Data shown START

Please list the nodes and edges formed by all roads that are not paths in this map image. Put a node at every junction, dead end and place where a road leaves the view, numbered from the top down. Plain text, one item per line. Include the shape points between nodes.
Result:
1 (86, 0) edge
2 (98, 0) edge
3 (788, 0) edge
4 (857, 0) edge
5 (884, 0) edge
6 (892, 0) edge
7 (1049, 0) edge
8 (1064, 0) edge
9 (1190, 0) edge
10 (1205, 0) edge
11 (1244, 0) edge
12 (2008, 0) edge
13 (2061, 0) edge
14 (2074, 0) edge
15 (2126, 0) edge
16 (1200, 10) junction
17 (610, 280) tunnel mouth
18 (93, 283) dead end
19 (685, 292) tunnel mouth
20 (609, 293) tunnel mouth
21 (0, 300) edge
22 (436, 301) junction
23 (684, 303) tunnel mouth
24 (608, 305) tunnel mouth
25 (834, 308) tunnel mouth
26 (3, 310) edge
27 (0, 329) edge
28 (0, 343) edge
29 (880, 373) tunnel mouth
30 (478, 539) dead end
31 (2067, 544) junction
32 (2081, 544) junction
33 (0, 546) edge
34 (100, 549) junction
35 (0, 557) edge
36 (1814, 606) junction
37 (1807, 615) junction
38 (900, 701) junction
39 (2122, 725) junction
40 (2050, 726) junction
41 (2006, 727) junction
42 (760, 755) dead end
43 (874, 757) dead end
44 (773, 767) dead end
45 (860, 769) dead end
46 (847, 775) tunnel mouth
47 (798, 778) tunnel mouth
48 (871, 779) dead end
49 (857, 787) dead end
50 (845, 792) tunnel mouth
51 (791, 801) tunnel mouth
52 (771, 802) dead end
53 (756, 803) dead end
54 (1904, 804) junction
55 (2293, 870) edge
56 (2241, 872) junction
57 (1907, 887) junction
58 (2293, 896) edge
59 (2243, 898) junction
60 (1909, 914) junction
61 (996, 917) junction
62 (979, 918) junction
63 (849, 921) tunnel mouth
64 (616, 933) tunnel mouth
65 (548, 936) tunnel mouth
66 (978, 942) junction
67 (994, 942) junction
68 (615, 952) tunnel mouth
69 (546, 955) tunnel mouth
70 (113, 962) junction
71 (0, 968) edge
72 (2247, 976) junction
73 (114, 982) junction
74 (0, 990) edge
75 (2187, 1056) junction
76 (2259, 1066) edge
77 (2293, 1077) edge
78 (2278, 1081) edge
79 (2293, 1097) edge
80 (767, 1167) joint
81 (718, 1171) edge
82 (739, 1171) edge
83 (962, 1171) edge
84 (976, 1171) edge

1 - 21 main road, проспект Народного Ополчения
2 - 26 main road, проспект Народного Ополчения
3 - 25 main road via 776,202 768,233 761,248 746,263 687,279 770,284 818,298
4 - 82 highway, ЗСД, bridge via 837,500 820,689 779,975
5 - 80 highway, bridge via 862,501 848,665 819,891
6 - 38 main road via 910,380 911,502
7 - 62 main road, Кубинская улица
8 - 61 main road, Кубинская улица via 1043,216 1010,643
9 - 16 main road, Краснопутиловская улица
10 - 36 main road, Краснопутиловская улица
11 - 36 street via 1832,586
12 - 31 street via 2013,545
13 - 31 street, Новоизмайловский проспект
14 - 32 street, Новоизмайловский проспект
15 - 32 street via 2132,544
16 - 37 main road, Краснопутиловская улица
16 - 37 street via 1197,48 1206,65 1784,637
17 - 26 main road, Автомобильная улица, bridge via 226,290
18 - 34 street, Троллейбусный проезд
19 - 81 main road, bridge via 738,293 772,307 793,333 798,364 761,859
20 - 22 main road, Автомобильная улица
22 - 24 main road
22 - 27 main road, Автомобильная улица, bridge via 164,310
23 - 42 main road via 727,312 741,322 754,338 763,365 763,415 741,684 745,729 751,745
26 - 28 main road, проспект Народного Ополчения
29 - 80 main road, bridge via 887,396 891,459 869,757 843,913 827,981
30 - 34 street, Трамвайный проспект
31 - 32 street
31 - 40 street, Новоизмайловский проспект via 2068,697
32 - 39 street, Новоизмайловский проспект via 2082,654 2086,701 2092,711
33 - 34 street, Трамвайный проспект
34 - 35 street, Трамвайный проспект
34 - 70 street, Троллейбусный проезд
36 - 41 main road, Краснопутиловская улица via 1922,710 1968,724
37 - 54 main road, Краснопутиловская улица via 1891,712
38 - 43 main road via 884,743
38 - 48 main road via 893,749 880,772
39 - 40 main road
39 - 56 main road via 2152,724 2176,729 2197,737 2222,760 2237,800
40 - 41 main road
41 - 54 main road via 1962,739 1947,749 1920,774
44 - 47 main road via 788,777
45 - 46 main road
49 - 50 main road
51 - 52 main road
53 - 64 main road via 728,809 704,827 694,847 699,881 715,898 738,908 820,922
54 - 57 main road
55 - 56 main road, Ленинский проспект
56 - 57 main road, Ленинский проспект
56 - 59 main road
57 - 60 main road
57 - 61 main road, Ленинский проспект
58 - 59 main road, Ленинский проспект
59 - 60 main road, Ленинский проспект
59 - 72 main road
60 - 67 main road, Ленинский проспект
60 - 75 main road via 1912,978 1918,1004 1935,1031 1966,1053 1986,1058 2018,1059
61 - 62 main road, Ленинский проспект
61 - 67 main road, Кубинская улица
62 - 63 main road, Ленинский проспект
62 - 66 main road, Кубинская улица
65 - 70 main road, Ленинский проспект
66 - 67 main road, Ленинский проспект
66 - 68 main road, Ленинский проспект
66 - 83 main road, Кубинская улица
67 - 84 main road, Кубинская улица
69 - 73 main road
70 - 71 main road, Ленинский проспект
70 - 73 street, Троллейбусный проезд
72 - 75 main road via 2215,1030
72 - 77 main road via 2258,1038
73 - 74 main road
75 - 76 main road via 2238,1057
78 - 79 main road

Data shown END

Please reproduce every line of the material word for word.

* Written answer *
Please list the nodes and edges formed by all roads that are not paths in this map image. Put a node at every junction, dead end and place where a road leaves the view, numbered from the top down. Plain text, one item per line. Include the shape points between nodes.
Result:
1 (86, 0) edge
2 (98, 0) edge
3 (788, 0) edge
4 (857, 0) edge
5 (884, 0) edge
6 (892, 0) edge
7 (1049, 0) edge
8 (1064, 0) edge
9 (1190, 0) edge
10 (1205, 0) edge
11 (1244, 0) edge
12 (2008, 0) edge
13 (2061, 0) edge
14 (2074, 0) edge
15 (2126, 0) edge
16 (1200, 10) junction
17 (610, 280) tunnel mouth
18 (93, 283) dead end
19 (685, 292) tunnel mouth
20 (609, 293) tunnel mouth
21 (0, 300) edge
22 (436, 301) junction
23 (684, 303) tunnel mouth
24 (608, 305) tunnel mouth
25 (834, 308) tunnel mouth
26 (3, 310) edge
27 (0, 329) edge
28 (0, 343) edge
29 (880, 373) tunnel mouth
30 (478, 539) dead end
31 (2067, 544) junction
32 (2081, 544) junction
33 (0, 546) edge
34 (100, 549) junction
35 (0, 557) edge
36 (1814, 606) junction
37 (1807, 615) junction
38 (900, 701) junction
39 (2122, 725) junction
40 (2050, 726) junction
41 (2006, 727) junction
42 (760, 755) dead end
43 (874, 757) dead end
44 (773, 767) dead end
45 (860, 769) dead end
46 (847, 775) tunnel mouth
47 (798, 778) tunnel mouth
48 (871, 779) dead end
49 (857, 787) dead end
50 (845, 792) tunnel mouth
51 (791, 801) tunnel mouth
52 (771, 802) dead end
53 (756, 803) dead end
54 (1904, 804) junction
55 (2293, 870) edge
56 (2241, 872) junction
57 (1907, 887) junction
58 (2293, 896) edge
59 (2243, 898) junction
60 (1909, 914) junction
61 (996, 917) junction
62 (979, 918) junction
63 (849, 921) tunnel mouth
64 (616, 933) tunnel mouth
65 (548, 936) tunnel mouth
66 (978, 942) junction
67 (994, 942) junction
68 (615, 952) tunnel mouth
69 (546, 955) tunnel mouth
70 (113, 962) junction
71 (0, 968) edge
72 (2247, 976) junction
73 (114, 982) junction
74 (0, 990) edge
75 (2187, 1056) junction
76 (2259, 1066) edge
77 (2293, 1077) edge
78 (2278, 1081) edge
79 (2293, 1097) edge
80 (767, 1167) joint
81 (718, 1171) edge
82 (739, 1171) edge
83 (962, 1171) edge
84 (976, 1171) edge

1 - 21 main road, проспект Народного Ополчения
2 - 26 main road, проспект Народного Ополчения
3 - 25 main road via 776,202 768,233 761,248 746,263 687,279 770,284 818,298
4 - 82 highway, ЗСД, bridge via 837,500 820,689 779,975
5 - 80 highway, bridge via 862,501 848,665 819,891
6 - 38 main road via 910,380 911,502
7 - 62 main road, Кубинская улица
8 - 61 main road, Кубинская улица via 1043,216 1010,643
9 - 16 main road, Краснопутиловская улица
10 - 36 main road, Краснопутиловская улица
11 - 36 street via 1832,586
12 - 31 street via 2013,545
13 - 31 street, Новоизмайловский проспект
14 - 32 street, Новоизмайловский проспект
15 - 32 street via 2132,544
16 - 37 main road, Краснопутиловская улица
16 - 37 street via 1197,48 1206,65 1784,637
17 - 26 main road, Автомобильная улица, bridge via 226,290
18 - 34 street, Троллейбусный проезд
19 - 81 main road, bridge via 738,293 772,307 793,333 798,364 761,859
20 - 22 main road, Автомобильная улица
22 - 24 main road
22 - 27 main road, Автомобильная улица, bridge via 164,310
23 - 42 main road via 727,312 741,322 754,338 763,365 763,415 741,684 745,729 751,745
26 - 28 main road, проспект Народного Ополчения
29 - 80 main road, bridge via 887,396 891,459 869,757 843,913 827,981
30 - 34 street, Трамвайный проспект
31 - 32 street
31 - 40 street, Новоизмайловский проспект via 2068,697
32 - 39 street, Новоизмайловский проспект via 2082,654 2086,701 2092,711
33 - 34 street, Трамвайный проспект
34 - 35 street, Трамвайный проспект
34 - 70 street, Троллейбусный проезд
36 - 41 main road, Краснопутиловская улица via 1922,710 1968,724
37 - 54 main road, Краснопутиловская улица via 1891,712
38 - 43 main road via 884,743
38 - 48 main road via 893,749 880,772
39 - 40 main road
39 - 56 main road via 2152,724 2176,729 2197,737 2222,760 2237,800
40 - 41 main road
41 - 54 main road via 1962,739 1947,749 1920,774
44 - 47 main road via 788,777
45 - 46 main road
49 - 50 main road
51 - 52 main road
53 - 64 main road via 728,809 704,827 694,847 699,881 715,898 738,908 820,922
54 - 57 main road
55 - 56 main road, Ленинский проспект
56 - 57 main road, Ленинский проспект
56 - 59 main road
57 - 60 main road
57 - 61 main road, Ленинский проспект
58 - 59 main road, Ленинский проспект
59 - 60 main road, Ленинский проспект
59 - 72 main road
60 - 67 main road, Ленинский проспект
60 - 75 main road via 1912,978 1918,1004 1935,1031 1966,1053 1986,1058 2018,1059
61 - 62 main road, Ленинский проспект
61 - 67 main road, Кубинская улица
62 - 63 main road, Ленинский проспект
62 - 66 main road, Кубинская улица
65 - 70 main road, Ленинский проспект
66 - 67 main road, Ленинский проспект
66 - 68 main road, Ленинский проспект
66 - 83 main road, Кубинская улица
67 - 84 main road, Кубинская улица
69 - 73 main road
70 - 71 main road, Ленинский проспект
70 - 73 street, Троллейбусный проезд
72 - 75 main road via 2215,1030
72 - 77 main road via 2258,1038
73 - 74 main road
75 - 76 main road via 2238,1057
78 - 79 main road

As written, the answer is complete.